* **Dataset**
# # # # # # #

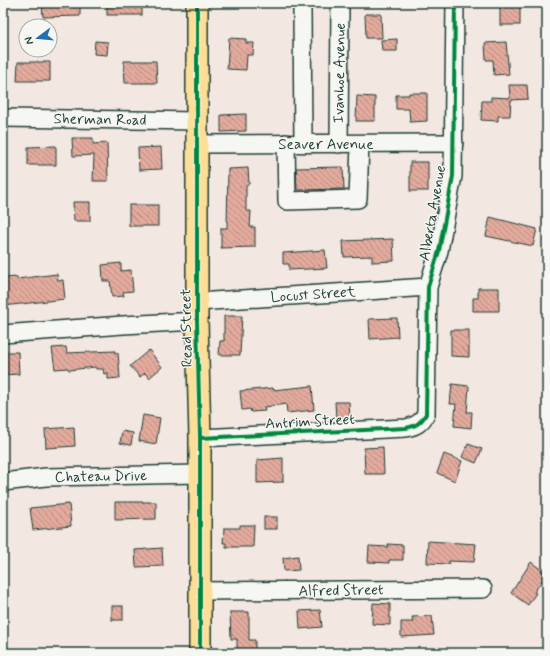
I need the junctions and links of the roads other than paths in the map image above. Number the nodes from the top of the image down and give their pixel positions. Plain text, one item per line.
1 (197, 3) edge
2 (340, 3) edge
3 (455, 3) edge
4 (302, 10) dead end
5 (3, 118) edge
6 (198, 121) junction
7 (454, 142) junction
8 (294, 143) junction
9 (198, 144) junction
10 (339, 144) junction
11 (360, 144) junction
12 (428, 287) junction
13 (197, 312) junction
14 (3, 334) edge
15 (419, 423) joint
16 (200, 438) junction
17 (199, 474) junction
18 (3, 482) edge
19 (483, 589) dead end
20 (200, 592) junction
21 (200, 653) edge

1 - 6 main road, Read Street
2 - 10 street, Ivanhoe Avenue
3 - 7 street, Alberta Avenue
4 - 8 street
5 - 6 street, Sherman Road
6 - 9 main road, Read Street
7 - 11 street, Seaver Avenue
7 - 12 street, Alberta Avenue
8 - 9 street, Seaver Avenue
8 - 10 street, Seaver Avenue
8 - 11 street
9 - 13 main road, Read Street
10 - 11 street, Seaver Avenue
12 - 13 street, Locust Street
12 - 15 street, Alberta Avenue
13 - 14 street, Locust Street
13 - 16 main road, Read Street
15 - 16 street, Antrim Street
16 - 17 main road, Read Street
17 - 18 street, Chateau Drive
17 - 20 main road, Read Street
19 - 20 street, Alfred Street
20 - 21 main road, Read Street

# # # # # # #

* **What to work on**
Lines containing the word "Avenue" must all be returned from the material above.

* **Answer section**
2 - 10 street, Ivanhoe Avenue
3 - 7 street, Alberta Avenue
7 - 11 street, Seaver Avenue
7 - 12 street, Alberta Avenue
8 - 9 street, Seaver Avenue
8 - 10 street, Seaver Avenue
10 - 11 street, Seaver Avenue
12 - 15 street, Alberta Avenue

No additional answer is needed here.